From less rarefied legal circles comes this story: In 2003, Genarlow Wilson, 17, attended a New Year's Eve party involving alcohol and marijuana. There, he received oral sex from a 15-year-old girl, all videotaped by a fellow partygoer. Police saw the tape, and Wilson was arrested.


Although the sex was consensual, Georgia law at the time deemed it to be aggravated child molestation, which carried a mandatory 10-year sentence. Lawmakers might not have had consenting teens in mind when they wrote that law, but Wilson was convicted and got the 10-year sentence.


Now 21, Wilson has served 28 months. During his incarceration, Georgia lawmakers downgraded the offense he committed to a misdemeanor, but it wasn't retroactive.


Does keeping Genarlow Wilson in prison amount to reasonable justice? Not according to Georgia Superior Court Judge Thomas Wilson (no relation), who earlier this week called the case a "grave miscarriage of justice" and ordered Wilson released.

End of story? Not quite. Georgia's by-the-book attorney general, Thurbert Baker, filed a notice of appeal, saying the judge had exceeded his authority and set a bad precedent. Wilson is still in prison.

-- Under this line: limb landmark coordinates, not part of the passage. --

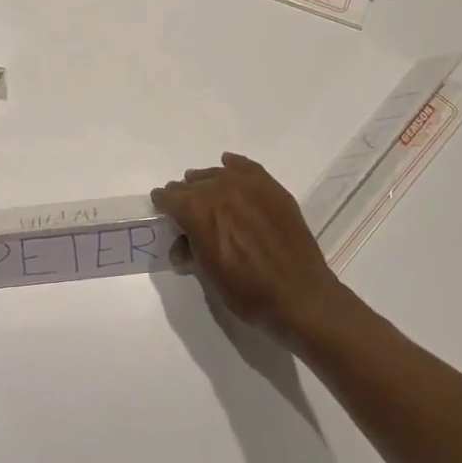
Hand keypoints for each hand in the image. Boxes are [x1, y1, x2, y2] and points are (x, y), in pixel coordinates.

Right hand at [152, 153, 356, 346]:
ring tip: (207, 193)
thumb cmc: (246, 291)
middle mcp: (219, 189)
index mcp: (197, 210)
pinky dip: (234, 167)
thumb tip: (181, 245)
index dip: (163, 204)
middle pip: (191, 184)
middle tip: (184, 209)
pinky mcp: (272, 188)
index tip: (161, 209)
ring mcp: (249, 185)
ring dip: (207, 183)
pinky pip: (247, 168)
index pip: (169, 198)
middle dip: (184, 195)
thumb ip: (190, 250)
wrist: (299, 296)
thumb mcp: (207, 274)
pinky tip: (229, 166)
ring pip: (217, 173)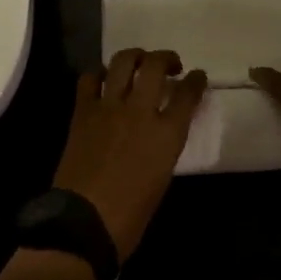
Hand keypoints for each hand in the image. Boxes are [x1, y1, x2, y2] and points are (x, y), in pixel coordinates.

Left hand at [54, 49, 207, 261]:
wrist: (84, 223)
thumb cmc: (131, 215)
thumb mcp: (162, 178)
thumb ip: (165, 146)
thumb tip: (161, 130)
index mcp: (166, 134)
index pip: (188, 94)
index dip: (196, 81)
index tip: (197, 76)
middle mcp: (140, 112)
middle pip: (155, 66)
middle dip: (166, 58)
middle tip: (170, 65)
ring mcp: (108, 107)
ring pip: (123, 62)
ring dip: (135, 56)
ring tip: (139, 62)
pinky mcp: (83, 111)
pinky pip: (89, 79)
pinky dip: (98, 73)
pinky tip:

The best that can be said for the Wilson case is that the state has a legitimate interest in keeping older teens from preying on younger ones - if that even happened. But it's a weak argument.

Georgia, like every other state, has no shortage of serious crime. And, like every other state, it has a limited number of prosecutors, prison cells and other resources that make a criminal justice system work.

Aren't there other cases more worthy of the attorney general's attention? And, regardless, is prison really the right remedy for consensual teenage sex?

Justice demands judgment, not rigidity. That's true whether the issue is teen sex, an unfortunate fall or a $54 million pair of pants.